Dr. Stanley has investigated the mechanism of insulin- and growth factor-activated gene transcription. Using a model system consisting of the prolactin promoter and pituitary tumor-derived GH4 cells, he identified a multifactor response element in the prolactin promoter that is a critical regulator of both basal and insulin/growth factor stimulated prolactin production. He later discovered that the transcription factor Elk-1 is the mediator of these responses with the aid of the accessory factor C/EBPa with which it interacts both physically and functionally. Current studies will determine how insulin/growth factor signaling events modify these factors and how that leads to increased gene transcription. Various inhibitor, gene interference, and immunoaffinity techniques will be used to identify signaling molecules important for insulin vs. growth factor activation. A genetic approach using mutagenesis of the insulin signaling pathway in GH4 cells is also being used to identify novel insulin signaling molecules. The functional domain(s) of Elk-1 will be defined by deletion analysis. The phosphorylation site(s) necessary for regulated transcription will be determined by mass spectrometry. The kinases and phosphatases that act at these sites will then be isolated. Further, it is clear that Elk-1 interacts with other transcription factors/transcriptional co-activators/co-repressors to alter gene expression. These transcription factors will be identified using two-hybrid analysis in yeast, affinity chromatography and cDNA expression libraries. Src affects insulin-increased prolactin gene expression in a complex fashion that is dependent on activation of PI 3-kinase. Experiments to explain this demonstrated that Src activated Rho. The activation of Rho led to alteration of the actin cytoskeleton and activation of PI 3-kinase. Future studies will determine how Src-induced alteration of the actin cytoskeleton activates PI 3-kinase signaling and how this interrelates to insulin signaling.

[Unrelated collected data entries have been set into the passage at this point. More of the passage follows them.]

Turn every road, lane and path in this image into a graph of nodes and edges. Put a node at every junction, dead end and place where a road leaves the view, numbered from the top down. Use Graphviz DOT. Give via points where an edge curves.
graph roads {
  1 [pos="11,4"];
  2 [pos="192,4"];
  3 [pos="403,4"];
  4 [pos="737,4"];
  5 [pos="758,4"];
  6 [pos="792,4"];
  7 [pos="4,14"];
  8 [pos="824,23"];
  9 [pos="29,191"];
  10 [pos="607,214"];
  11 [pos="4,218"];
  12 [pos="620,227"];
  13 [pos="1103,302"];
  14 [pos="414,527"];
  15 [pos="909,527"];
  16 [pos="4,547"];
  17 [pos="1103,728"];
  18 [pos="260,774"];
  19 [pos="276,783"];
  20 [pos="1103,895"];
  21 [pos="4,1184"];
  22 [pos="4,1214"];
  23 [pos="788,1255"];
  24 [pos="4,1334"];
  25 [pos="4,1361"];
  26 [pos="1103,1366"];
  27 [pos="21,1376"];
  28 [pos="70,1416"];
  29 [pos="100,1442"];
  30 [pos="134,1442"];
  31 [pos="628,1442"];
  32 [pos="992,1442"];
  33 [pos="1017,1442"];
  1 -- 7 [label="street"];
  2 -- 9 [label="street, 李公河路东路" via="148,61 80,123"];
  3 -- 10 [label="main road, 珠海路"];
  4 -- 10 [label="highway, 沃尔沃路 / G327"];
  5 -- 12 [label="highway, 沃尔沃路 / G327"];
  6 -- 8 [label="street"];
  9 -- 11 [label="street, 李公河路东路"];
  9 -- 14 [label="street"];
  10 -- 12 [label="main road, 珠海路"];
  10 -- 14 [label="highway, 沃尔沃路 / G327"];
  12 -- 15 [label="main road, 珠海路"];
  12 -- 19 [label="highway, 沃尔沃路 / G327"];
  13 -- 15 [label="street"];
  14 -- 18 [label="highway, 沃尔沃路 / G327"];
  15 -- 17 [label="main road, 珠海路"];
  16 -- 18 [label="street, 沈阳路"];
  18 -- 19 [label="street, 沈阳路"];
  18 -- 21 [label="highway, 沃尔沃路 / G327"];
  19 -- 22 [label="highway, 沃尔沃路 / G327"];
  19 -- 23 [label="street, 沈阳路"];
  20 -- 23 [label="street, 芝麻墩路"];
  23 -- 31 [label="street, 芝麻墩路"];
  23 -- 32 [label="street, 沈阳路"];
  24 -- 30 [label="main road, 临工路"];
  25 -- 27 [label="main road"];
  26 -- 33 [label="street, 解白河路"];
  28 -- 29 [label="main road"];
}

Recently, the Stanley laboratory initiated studies to determine how insulin and oxidative stress interact of regulate the expression of plasminogen activator inhibitor-1. They defined the insulin response element of the plasminogen activator inhibitor 1 promoter and determined that a Forkhead-related transcription factor mediated the effects of insulin at this element. They also determined that oxidative stress acted by increasing the phorphorylation of c-Jun. This led to increased plasminogen activator inhibitor 1 promoter activity through an AP-1 response element that was adjacent to the insulin response element. The response to oxidative stress was additive with that of insulin. Current studies focus on identifying the Forkhead-related transcription factor that mediates the effect of insulin. The activation of this factor by insulin (e.g. phosphorylation, de novo production, etc) can be determined. Interactions between this factor and AP-1 can also be examined. The insulin-signaling pathway to this factor will also be investigated. Finally, potential mediators of the stress response such as proinflammatory cytokines will be investigated for their effect on plasminogen activator inhibitor 1 production.